Problem description>
Find the word "ТИХАЯ" in the listing. Copy out each line where it occurs.

Start of Task material

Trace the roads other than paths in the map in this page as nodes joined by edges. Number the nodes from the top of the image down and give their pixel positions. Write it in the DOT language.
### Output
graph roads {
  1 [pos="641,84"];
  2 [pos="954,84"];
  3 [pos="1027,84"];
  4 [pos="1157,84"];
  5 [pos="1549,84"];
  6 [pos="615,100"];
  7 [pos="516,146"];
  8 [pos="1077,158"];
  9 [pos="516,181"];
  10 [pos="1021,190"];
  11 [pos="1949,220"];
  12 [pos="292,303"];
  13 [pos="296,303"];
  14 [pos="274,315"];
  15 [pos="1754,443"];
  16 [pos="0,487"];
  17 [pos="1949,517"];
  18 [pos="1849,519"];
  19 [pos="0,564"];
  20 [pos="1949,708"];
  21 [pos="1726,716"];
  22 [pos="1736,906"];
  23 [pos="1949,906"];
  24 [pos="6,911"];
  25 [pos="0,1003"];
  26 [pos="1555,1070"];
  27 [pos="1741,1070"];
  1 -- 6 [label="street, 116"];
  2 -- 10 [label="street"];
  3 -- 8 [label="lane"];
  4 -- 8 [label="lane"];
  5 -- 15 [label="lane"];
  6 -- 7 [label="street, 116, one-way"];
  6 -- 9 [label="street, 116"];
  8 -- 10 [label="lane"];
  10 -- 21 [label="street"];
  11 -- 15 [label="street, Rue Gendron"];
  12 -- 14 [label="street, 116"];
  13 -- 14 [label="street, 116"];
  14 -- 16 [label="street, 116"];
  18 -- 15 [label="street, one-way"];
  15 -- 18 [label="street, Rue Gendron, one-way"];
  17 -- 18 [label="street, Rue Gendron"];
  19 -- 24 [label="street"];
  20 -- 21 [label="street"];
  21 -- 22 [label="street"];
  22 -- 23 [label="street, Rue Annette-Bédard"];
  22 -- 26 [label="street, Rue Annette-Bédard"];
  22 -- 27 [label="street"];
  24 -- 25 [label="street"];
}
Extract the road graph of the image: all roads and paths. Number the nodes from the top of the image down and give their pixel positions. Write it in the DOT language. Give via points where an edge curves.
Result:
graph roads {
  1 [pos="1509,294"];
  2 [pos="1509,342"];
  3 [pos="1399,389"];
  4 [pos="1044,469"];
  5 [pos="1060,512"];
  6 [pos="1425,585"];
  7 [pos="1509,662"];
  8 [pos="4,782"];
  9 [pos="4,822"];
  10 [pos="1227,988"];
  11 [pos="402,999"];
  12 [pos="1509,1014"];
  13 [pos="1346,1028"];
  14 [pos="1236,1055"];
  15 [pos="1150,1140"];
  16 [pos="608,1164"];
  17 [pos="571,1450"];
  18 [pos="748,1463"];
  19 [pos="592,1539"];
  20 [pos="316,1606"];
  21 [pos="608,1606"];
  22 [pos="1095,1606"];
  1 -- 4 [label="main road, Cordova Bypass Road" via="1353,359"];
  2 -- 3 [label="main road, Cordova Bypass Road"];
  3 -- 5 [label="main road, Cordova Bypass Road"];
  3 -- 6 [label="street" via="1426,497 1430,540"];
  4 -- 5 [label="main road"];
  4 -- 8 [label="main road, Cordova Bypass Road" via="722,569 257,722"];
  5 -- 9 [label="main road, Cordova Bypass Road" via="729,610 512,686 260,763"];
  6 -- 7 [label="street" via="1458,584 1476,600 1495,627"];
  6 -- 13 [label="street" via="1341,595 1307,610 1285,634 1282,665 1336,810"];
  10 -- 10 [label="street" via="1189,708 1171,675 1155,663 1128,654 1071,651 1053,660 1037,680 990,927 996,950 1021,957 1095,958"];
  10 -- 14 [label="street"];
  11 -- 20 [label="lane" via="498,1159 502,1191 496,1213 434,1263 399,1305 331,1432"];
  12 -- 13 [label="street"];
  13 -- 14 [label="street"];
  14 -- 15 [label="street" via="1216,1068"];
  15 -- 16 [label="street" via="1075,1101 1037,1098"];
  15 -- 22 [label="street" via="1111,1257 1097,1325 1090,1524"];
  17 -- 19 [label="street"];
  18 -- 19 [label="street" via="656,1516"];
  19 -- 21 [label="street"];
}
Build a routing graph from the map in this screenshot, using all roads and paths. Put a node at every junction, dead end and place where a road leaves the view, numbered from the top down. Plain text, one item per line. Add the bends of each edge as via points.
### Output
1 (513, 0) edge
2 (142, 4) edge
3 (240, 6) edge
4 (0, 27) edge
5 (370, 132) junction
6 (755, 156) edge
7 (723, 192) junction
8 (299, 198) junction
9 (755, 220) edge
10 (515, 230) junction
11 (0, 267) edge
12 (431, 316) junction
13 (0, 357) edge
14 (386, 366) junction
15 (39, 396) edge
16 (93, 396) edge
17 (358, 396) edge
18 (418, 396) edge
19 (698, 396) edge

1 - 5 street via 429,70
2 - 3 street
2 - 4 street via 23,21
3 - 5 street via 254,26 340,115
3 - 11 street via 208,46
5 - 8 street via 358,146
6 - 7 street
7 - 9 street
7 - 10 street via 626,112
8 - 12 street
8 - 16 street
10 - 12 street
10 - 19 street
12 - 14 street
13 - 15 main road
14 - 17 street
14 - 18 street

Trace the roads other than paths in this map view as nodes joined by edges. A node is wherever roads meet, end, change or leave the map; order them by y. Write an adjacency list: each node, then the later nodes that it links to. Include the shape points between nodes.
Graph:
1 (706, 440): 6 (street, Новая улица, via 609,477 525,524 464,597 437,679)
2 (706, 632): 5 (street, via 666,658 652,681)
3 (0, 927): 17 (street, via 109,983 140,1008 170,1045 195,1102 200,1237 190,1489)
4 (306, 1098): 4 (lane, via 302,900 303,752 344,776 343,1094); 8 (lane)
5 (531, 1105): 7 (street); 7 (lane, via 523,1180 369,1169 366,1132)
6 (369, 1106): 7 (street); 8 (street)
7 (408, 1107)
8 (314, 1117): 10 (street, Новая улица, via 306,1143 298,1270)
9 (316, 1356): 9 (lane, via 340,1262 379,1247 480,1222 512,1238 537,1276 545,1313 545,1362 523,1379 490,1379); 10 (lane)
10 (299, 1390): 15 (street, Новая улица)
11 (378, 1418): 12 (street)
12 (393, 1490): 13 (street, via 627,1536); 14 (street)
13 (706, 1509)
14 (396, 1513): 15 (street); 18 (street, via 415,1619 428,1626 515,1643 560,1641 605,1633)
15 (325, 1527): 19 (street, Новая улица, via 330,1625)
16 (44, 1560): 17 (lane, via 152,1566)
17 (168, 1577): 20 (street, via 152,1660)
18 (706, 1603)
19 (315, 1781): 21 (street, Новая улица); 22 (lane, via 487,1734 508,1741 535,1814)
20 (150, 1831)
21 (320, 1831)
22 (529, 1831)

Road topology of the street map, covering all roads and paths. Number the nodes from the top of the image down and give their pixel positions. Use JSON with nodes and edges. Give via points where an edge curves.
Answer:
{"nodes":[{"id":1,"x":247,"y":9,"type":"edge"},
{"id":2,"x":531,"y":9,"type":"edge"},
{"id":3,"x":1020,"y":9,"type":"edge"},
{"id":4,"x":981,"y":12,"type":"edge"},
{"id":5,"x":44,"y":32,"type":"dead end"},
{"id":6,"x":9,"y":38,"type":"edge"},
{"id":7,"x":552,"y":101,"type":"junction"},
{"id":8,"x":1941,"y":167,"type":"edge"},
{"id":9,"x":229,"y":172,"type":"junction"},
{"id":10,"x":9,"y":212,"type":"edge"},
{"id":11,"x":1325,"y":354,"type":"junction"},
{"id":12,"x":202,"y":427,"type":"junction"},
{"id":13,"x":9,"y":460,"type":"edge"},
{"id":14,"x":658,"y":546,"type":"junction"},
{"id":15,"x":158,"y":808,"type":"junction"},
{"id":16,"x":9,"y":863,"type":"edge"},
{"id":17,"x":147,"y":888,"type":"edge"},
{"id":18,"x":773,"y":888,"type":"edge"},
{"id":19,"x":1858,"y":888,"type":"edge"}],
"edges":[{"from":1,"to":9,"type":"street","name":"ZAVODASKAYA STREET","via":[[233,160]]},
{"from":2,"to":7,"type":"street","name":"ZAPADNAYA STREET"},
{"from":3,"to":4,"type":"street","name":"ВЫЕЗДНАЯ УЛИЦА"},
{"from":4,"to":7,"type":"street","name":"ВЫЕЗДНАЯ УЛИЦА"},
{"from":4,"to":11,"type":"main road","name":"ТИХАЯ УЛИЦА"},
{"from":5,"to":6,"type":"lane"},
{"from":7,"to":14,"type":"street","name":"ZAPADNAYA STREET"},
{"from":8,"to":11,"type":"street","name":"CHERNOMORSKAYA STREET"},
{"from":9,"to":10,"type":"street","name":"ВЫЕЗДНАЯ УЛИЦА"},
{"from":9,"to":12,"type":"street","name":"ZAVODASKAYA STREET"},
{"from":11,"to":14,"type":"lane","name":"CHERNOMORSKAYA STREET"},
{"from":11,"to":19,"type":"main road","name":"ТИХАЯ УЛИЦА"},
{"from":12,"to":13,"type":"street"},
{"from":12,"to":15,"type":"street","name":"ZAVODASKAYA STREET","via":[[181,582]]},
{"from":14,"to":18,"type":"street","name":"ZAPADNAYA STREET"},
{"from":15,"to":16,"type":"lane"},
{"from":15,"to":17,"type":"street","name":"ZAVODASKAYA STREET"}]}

End of Task material

Response to the task>
{"from":4,"to":11,"type":"main road","name":"ТИХАЯ УЛИЦА"},
{"from":11,"to":19,"type":"main road","name":"ТИХАЯ УЛИЦА"},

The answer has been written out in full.